Perdoem-me pela forma direta, mas temo ter de dizer que a indústria automotiva nacional poderá “quebrar” nas próximas quatro a seis semanas. Então, o que podemos fazer para evitar esse caos? Como sociedade, vamos precisar criar uma ponte de emergência para esse setor que emprega mais 1,2 milhão de trabalhadores no Brasil, com empregos formais e qualificados.

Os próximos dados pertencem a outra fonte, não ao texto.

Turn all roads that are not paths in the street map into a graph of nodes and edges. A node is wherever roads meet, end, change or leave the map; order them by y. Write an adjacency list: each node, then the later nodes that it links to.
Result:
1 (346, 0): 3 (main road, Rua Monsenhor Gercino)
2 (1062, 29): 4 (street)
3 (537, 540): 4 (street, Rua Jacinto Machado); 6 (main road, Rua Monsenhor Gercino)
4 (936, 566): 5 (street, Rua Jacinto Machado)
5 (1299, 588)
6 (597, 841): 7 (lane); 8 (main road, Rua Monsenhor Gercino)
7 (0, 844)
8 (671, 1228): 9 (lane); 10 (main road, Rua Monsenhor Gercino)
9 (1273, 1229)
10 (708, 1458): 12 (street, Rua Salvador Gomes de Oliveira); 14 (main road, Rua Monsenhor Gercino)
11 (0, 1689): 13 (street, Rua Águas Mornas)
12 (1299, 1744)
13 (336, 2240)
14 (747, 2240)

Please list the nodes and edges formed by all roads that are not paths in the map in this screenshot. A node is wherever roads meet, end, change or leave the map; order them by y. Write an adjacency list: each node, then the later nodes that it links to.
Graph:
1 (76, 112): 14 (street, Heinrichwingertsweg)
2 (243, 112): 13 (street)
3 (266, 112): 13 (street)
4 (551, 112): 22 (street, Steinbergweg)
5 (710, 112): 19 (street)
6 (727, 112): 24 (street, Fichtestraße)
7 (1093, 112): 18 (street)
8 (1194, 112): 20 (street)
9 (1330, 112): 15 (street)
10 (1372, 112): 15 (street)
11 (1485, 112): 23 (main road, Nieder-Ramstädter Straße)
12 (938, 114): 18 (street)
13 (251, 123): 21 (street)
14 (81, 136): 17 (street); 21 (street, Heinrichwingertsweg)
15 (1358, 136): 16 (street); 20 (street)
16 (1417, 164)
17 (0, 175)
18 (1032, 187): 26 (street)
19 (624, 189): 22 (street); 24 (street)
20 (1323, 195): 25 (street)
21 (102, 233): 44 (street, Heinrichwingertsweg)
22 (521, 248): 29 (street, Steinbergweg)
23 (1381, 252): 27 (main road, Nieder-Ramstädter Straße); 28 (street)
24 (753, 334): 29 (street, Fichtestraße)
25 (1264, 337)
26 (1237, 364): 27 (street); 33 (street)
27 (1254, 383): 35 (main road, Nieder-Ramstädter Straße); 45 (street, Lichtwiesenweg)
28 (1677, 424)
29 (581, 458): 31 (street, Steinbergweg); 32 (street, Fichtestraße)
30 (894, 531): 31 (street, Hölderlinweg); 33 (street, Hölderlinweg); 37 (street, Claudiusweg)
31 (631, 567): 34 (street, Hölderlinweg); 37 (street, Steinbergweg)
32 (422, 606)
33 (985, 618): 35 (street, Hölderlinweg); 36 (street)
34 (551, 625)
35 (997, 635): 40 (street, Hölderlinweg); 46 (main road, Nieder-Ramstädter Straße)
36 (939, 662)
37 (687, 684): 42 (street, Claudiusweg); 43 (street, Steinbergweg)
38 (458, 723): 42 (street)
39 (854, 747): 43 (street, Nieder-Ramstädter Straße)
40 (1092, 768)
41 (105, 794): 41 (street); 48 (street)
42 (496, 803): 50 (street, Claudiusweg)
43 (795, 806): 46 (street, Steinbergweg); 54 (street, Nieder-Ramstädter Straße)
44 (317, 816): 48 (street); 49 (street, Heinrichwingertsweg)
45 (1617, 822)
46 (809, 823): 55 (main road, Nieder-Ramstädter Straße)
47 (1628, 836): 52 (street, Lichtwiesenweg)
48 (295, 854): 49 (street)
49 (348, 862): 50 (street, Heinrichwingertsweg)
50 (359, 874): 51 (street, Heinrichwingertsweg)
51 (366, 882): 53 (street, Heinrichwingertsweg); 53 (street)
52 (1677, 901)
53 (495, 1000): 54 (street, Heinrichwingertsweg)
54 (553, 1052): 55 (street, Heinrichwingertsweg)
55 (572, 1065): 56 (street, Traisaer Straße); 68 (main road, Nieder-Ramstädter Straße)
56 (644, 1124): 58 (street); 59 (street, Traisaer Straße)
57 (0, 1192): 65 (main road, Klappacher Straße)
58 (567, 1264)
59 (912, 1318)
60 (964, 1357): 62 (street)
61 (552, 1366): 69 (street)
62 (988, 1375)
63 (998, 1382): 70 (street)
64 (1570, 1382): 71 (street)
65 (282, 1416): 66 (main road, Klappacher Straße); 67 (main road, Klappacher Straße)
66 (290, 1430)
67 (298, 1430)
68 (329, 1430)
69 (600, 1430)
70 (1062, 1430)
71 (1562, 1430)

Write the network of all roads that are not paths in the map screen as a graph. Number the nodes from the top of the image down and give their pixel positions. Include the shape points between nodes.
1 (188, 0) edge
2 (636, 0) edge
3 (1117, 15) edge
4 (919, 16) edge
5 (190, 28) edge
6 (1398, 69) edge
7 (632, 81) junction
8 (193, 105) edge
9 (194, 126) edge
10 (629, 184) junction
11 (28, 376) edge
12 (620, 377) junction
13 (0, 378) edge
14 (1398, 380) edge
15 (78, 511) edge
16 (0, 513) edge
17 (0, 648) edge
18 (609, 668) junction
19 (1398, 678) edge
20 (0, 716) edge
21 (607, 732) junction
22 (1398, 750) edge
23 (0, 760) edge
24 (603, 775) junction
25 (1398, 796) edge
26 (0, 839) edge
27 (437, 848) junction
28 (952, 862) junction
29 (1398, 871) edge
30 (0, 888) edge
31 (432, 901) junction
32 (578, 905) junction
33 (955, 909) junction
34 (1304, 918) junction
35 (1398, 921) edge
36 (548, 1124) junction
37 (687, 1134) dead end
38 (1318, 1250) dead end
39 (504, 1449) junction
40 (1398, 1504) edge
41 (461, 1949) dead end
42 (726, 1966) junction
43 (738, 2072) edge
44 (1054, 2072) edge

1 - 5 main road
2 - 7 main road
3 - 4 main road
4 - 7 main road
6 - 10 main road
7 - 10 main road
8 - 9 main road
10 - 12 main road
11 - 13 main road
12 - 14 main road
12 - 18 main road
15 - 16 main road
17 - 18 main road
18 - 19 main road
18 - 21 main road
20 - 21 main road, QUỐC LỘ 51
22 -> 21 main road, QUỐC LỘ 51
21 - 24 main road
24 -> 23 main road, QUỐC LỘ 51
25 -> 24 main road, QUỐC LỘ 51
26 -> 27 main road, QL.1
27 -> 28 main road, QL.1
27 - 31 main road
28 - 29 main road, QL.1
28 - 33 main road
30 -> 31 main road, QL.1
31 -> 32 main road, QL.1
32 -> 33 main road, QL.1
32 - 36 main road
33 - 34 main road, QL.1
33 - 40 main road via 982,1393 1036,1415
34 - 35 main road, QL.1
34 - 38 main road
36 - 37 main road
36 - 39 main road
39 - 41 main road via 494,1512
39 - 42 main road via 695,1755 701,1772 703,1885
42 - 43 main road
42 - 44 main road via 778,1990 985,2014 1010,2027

A solução deve considerar um aumento de liquidez por meio de empréstimo emergencial por parte dos bancos públicos, como o Banco Nacional de Desenvolvido Social (BNDES) e a Caixa Econômica Federal, da ordem de R$ 80 bilhões para as montadoras, com o propósito de cobrir de três a cinco meses dessa ruptura estrondosa no caixa das empresas.
PARA EVITAR A QUEBRADEIRA
O BNDES poderia repassar esse crédito rapidamente para os bancos privados e, em seguida, agir como o back
stop, garantidor dos primeiros R$ 4 bilhões a R$ 7 bilhões do risco (baixo) de perdas, agilizando ao máximo o processo de concessão de crédito.
Com essa injeção de liquidez, o setor poderia manter a adimplência e o crédito de toda a longa cadeia automotiva, evitando uma quebradeira em série. Lembrando que o ‘efeito dominó’ se inicia nas matérias-primas básicas e termina nas redes de concessionárias, locadoras e milhares de oficinas, que, sem peças, não conseguiriam mais dar manutenção à frota de caminhões e veículos que transportam mais de 90% de nossa economia.
Sem essa ponte, vamos assistir a um dramático processo de judicialização dos pagamentos entre os elos da cadeia, demissões em massa e o gradual, mas inevitável, colapso da rede de transportes no País. A urgência não poderia ser maior. Com a palavra, a equipe econômica, que já tem uma lista hercúlea de desafios, mas que terá de ‘matar mais de um leão’ o mais rapidamente possível.